- **Extracted information**:

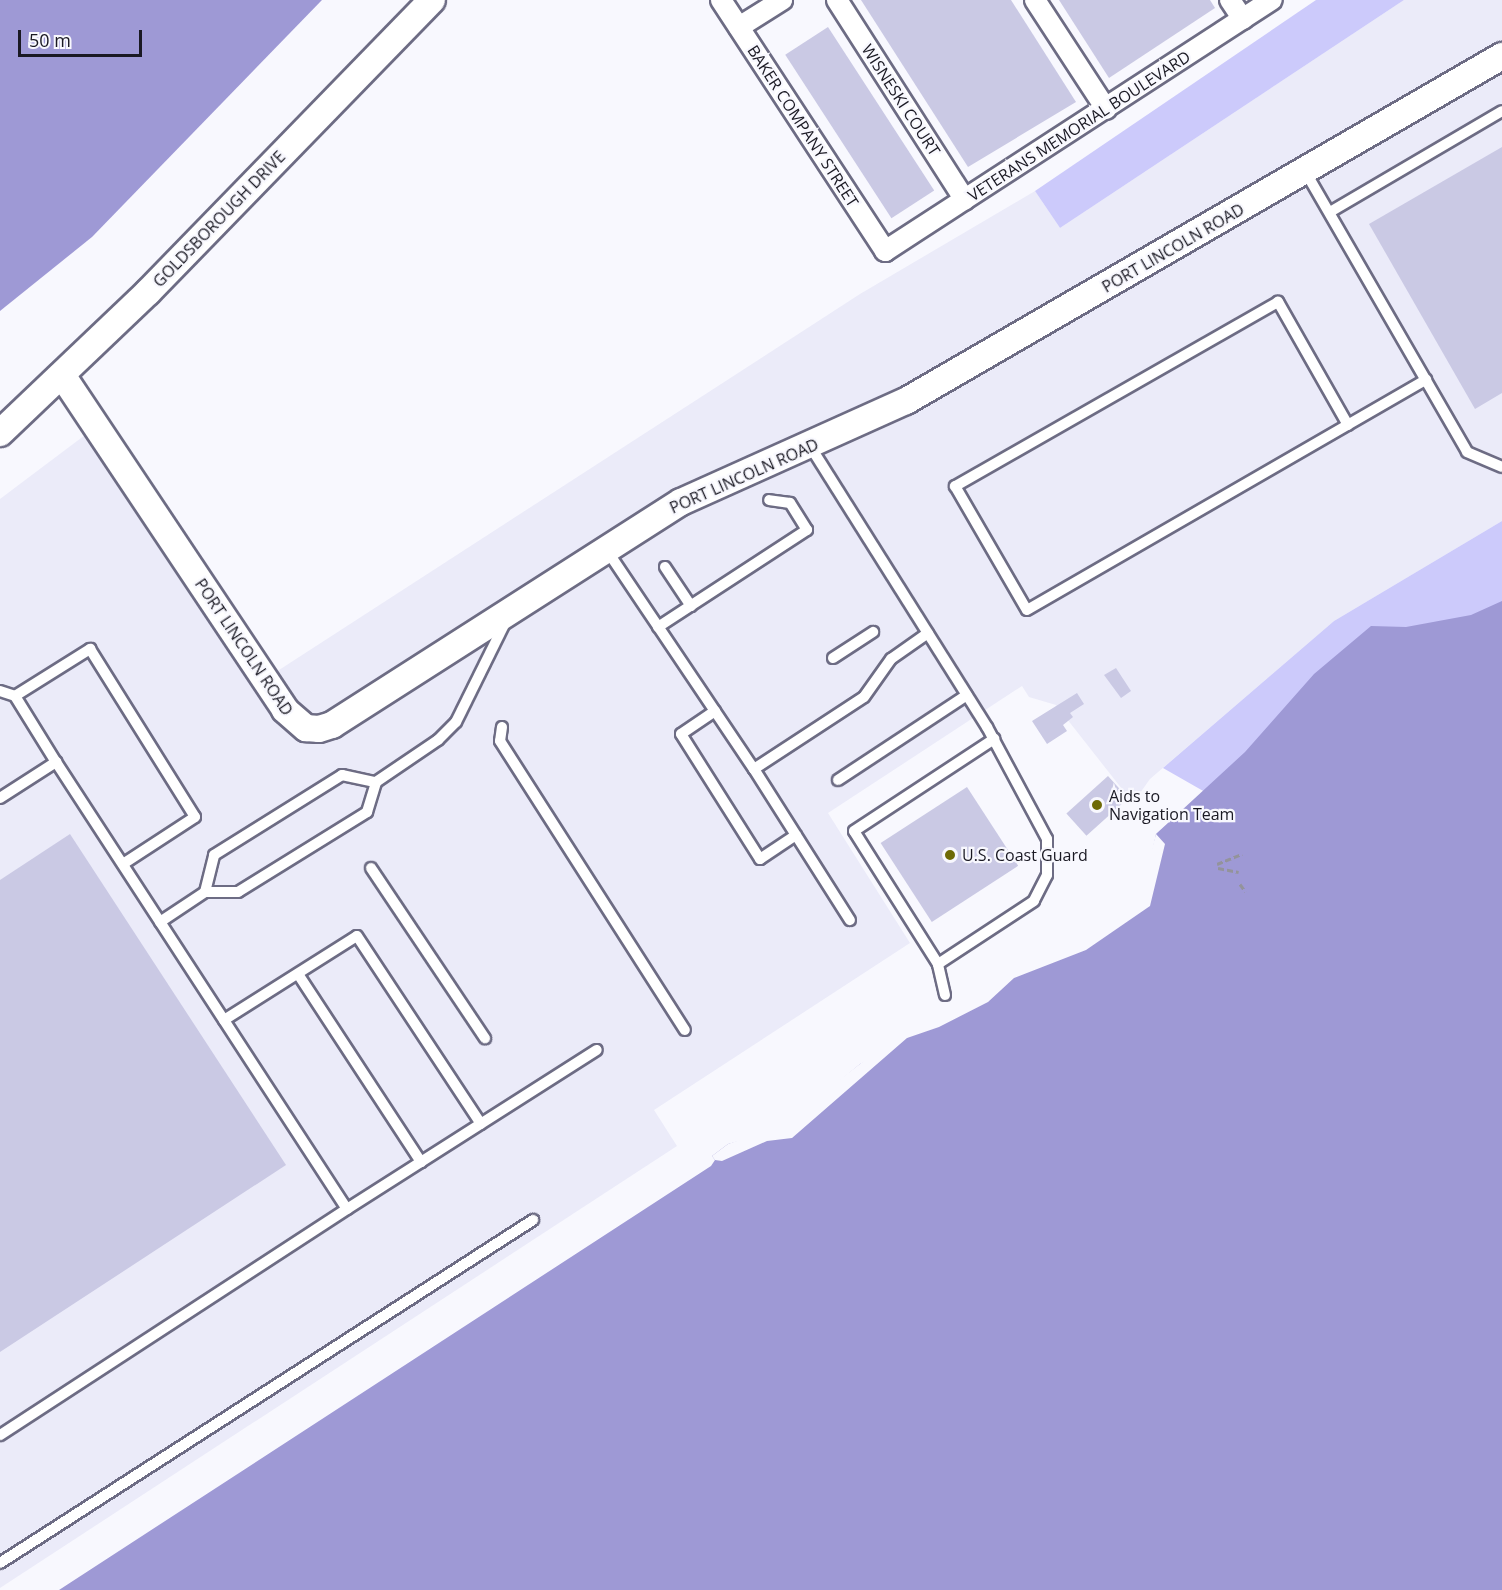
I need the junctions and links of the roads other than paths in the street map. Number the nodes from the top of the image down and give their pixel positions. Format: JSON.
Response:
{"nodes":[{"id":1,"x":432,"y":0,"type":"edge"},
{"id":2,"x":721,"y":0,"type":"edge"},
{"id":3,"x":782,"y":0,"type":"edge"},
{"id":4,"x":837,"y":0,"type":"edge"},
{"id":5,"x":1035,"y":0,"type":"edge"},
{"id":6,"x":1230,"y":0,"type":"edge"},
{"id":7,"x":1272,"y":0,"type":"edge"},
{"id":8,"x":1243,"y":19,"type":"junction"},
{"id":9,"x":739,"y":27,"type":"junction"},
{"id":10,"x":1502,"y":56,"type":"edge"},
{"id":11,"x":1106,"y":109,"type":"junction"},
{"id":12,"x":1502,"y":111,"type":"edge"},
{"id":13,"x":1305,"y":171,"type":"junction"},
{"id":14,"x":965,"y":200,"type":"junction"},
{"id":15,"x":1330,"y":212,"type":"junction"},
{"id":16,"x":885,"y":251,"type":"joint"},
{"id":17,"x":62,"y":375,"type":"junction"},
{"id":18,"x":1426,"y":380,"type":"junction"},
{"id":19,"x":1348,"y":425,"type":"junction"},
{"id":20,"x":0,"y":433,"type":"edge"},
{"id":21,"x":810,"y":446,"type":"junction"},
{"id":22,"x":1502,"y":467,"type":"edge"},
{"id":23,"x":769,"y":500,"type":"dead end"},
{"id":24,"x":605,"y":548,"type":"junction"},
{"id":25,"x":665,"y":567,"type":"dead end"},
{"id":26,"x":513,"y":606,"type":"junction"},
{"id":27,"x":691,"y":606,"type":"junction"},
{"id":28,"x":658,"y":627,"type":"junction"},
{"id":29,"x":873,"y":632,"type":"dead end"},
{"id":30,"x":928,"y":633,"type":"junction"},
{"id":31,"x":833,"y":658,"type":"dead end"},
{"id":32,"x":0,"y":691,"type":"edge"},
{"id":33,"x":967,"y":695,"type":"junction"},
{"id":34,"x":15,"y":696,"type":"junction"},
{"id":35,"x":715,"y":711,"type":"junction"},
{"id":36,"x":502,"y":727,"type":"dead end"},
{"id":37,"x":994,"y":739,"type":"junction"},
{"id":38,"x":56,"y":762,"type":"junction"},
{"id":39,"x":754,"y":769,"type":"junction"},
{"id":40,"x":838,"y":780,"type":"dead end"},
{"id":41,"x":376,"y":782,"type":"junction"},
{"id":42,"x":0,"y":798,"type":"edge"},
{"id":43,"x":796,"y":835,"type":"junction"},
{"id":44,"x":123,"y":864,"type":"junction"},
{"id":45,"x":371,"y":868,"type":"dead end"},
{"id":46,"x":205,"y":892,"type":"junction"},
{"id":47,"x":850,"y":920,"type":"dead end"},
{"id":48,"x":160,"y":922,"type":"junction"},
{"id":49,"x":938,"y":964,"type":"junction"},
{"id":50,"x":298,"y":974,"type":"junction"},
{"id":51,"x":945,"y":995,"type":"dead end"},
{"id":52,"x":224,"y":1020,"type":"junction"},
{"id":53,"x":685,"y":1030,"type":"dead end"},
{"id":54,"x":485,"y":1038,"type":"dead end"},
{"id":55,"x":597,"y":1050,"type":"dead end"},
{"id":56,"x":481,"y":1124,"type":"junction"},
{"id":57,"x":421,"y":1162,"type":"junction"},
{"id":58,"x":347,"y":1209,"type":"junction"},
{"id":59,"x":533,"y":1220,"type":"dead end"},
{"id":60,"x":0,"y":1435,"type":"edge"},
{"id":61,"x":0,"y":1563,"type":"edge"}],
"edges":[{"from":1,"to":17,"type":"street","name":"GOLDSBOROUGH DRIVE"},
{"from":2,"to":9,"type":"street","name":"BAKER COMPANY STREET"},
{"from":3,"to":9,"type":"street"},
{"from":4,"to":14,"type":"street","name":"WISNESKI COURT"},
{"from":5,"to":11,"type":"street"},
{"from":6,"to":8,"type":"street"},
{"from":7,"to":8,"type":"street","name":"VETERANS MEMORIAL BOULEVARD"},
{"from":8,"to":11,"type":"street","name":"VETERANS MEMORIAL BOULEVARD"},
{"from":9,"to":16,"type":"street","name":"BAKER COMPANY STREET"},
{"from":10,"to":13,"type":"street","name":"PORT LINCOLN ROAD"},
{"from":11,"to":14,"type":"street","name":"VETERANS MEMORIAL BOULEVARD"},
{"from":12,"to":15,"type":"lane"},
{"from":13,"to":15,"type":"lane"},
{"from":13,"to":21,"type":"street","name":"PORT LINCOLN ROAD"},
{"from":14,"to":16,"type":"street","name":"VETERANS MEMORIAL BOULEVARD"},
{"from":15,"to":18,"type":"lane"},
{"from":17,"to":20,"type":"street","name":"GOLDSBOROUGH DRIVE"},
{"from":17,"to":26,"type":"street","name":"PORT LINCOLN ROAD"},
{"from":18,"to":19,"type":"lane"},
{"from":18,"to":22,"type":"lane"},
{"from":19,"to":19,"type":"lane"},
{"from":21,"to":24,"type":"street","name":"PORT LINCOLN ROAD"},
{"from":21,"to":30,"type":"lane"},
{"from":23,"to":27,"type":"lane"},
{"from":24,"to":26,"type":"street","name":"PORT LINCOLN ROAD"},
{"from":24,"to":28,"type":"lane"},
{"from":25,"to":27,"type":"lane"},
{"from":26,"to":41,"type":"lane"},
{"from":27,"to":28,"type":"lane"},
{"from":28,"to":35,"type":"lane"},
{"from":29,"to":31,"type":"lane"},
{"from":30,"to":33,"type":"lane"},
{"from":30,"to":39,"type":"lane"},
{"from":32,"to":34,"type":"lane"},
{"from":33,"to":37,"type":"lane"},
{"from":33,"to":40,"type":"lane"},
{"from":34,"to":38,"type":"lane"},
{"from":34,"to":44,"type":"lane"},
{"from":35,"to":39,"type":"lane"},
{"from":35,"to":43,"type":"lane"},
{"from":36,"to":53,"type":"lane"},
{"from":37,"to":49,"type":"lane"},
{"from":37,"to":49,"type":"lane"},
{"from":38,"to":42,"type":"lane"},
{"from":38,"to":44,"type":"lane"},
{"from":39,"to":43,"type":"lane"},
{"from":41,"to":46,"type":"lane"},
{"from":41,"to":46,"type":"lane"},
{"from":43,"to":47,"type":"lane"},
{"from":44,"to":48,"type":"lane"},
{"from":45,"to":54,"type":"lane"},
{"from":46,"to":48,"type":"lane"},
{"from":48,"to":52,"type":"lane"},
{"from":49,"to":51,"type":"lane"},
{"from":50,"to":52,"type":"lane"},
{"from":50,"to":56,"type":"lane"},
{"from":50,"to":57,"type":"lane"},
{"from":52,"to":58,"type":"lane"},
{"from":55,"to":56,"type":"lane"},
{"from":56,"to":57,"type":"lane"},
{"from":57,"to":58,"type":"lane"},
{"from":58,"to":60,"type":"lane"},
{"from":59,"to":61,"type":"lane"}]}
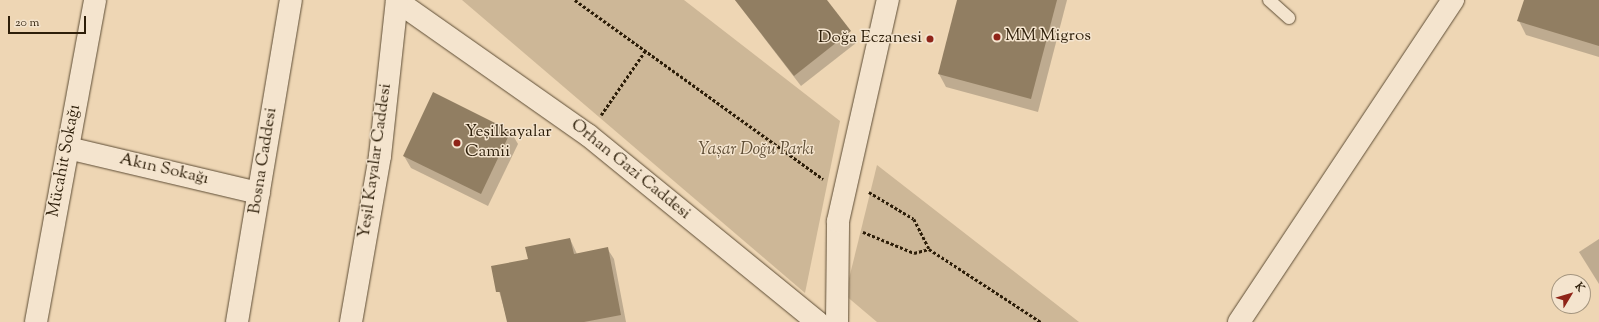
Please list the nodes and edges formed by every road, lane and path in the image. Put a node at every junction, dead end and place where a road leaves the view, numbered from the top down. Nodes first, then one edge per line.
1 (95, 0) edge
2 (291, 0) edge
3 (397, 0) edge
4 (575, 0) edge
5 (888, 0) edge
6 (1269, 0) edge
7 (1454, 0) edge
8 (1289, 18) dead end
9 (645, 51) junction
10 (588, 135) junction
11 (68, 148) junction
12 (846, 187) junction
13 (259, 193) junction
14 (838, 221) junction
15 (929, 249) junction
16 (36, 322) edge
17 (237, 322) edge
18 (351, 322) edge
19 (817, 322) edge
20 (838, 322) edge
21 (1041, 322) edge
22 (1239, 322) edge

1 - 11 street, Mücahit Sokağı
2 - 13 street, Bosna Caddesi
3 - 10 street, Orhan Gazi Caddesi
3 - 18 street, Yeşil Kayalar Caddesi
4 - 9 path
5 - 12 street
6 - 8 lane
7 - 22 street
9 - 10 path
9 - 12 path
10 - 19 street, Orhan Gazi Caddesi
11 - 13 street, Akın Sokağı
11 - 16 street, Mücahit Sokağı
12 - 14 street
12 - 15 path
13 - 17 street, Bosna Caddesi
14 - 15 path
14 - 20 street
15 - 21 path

- **Exercise details**: Which lines of the listing contain the string "PORT"? Copy each of them.

- **Final answer**:
{"from":10,"to":13,"type":"street","name":"PORT LINCOLN ROAD"},
{"from":13,"to":21,"type":"street","name":"PORT LINCOLN ROAD"},
{"from":17,"to":26,"type":"street","name":"PORT LINCOLN ROAD"},
{"from":21,"to":24,"type":"street","name":"PORT LINCOLN ROAD"},
{"from":24,"to":26,"type":"street","name":"PORT LINCOLN ROAD"},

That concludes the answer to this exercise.